-- Available data follows --

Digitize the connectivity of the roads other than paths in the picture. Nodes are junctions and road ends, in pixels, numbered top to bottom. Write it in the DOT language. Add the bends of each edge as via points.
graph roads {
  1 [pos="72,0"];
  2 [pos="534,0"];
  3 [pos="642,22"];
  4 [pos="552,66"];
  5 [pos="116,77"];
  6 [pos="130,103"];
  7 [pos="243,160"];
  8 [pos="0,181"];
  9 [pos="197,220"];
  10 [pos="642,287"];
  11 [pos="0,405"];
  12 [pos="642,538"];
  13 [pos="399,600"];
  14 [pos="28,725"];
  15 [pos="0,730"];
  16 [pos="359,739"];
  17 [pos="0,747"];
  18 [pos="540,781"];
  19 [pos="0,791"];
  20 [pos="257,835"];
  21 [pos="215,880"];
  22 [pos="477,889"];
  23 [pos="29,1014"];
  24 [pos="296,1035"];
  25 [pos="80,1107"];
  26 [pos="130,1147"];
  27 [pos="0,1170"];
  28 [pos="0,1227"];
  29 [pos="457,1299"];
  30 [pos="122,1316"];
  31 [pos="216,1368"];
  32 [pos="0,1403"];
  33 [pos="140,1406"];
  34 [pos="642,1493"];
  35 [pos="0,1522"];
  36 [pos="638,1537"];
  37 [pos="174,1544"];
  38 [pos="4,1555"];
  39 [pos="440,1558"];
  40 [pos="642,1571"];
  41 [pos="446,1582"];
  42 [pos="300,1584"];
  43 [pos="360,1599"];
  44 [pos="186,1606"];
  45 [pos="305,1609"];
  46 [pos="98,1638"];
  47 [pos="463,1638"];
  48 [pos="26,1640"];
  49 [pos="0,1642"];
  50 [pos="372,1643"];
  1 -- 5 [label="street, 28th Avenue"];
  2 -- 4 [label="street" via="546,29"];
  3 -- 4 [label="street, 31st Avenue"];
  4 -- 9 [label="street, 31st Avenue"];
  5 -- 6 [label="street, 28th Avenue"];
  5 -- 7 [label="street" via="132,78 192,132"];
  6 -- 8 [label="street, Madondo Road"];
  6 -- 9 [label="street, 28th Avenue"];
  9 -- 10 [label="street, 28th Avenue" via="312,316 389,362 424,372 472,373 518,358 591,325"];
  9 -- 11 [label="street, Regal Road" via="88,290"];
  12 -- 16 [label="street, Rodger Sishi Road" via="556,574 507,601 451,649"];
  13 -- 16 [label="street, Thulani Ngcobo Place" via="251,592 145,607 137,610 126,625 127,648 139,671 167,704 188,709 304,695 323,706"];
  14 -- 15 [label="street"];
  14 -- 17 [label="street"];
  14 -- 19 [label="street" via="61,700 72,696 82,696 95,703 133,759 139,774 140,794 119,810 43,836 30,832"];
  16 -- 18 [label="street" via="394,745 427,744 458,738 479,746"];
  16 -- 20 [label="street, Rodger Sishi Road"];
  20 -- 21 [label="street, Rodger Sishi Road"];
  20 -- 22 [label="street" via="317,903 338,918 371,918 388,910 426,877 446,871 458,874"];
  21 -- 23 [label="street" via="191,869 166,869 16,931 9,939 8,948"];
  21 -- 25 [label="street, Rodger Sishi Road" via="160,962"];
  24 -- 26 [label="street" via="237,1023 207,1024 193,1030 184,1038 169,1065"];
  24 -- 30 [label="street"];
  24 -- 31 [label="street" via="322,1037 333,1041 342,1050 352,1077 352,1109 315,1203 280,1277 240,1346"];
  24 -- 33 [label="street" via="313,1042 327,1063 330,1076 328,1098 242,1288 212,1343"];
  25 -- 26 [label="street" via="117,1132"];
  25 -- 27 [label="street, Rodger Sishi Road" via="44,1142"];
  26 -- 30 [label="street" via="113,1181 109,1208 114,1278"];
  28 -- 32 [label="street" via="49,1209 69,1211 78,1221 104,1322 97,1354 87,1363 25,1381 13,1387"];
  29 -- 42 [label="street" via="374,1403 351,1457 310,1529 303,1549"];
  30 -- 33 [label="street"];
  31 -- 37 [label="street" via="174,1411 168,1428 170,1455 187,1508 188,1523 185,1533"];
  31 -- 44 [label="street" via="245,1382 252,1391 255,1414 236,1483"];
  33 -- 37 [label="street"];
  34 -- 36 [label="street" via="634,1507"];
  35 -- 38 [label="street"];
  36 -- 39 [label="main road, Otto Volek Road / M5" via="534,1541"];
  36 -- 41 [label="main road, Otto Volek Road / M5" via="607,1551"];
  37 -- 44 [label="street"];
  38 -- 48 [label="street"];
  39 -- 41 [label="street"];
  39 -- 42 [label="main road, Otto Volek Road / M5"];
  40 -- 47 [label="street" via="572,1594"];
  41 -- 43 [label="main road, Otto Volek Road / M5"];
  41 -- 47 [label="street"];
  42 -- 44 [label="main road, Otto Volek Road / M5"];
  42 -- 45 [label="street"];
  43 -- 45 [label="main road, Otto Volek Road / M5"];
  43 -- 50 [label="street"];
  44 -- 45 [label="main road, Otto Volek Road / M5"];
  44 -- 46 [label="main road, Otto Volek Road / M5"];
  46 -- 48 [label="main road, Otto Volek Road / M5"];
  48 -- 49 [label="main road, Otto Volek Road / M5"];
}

-- Available data concluded --

■ Work instruction:
Please give only the number of lines in the listing that hold the word "roads".

■ Finished exercise:
2